Work to complete — Look through the records below, and whenever a line contains "main", copy it.

Available data —

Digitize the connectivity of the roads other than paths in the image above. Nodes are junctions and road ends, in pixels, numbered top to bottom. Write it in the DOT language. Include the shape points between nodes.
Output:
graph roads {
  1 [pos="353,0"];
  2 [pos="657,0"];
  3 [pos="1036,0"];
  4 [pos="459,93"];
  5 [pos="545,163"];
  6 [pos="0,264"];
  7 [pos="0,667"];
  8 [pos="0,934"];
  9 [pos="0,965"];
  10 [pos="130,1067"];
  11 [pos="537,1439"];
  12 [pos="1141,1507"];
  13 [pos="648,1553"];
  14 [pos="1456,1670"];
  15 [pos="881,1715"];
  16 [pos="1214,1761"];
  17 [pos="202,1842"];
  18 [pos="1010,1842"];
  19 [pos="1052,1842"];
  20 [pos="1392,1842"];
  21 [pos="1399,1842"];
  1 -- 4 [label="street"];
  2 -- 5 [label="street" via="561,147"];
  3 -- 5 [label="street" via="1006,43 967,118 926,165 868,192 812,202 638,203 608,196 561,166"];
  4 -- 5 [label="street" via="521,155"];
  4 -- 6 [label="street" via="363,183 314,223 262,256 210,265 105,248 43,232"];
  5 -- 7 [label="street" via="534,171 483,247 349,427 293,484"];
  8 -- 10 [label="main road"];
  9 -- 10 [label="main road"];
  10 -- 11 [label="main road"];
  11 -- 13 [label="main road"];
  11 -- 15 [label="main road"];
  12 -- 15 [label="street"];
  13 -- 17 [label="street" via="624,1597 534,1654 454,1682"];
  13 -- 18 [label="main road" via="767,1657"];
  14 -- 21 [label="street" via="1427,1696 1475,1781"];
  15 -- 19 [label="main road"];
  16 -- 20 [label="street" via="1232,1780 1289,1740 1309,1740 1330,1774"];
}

Task result —
  8 -- 10 [label="main road"];
  9 -- 10 [label="main road"];
  10 -- 11 [label="main road"];
  11 -- 13 [label="main road"];
  11 -- 15 [label="main road"];
  13 -- 18 [label="main road" via="767,1657"];
  15 -- 19 [label="main road"];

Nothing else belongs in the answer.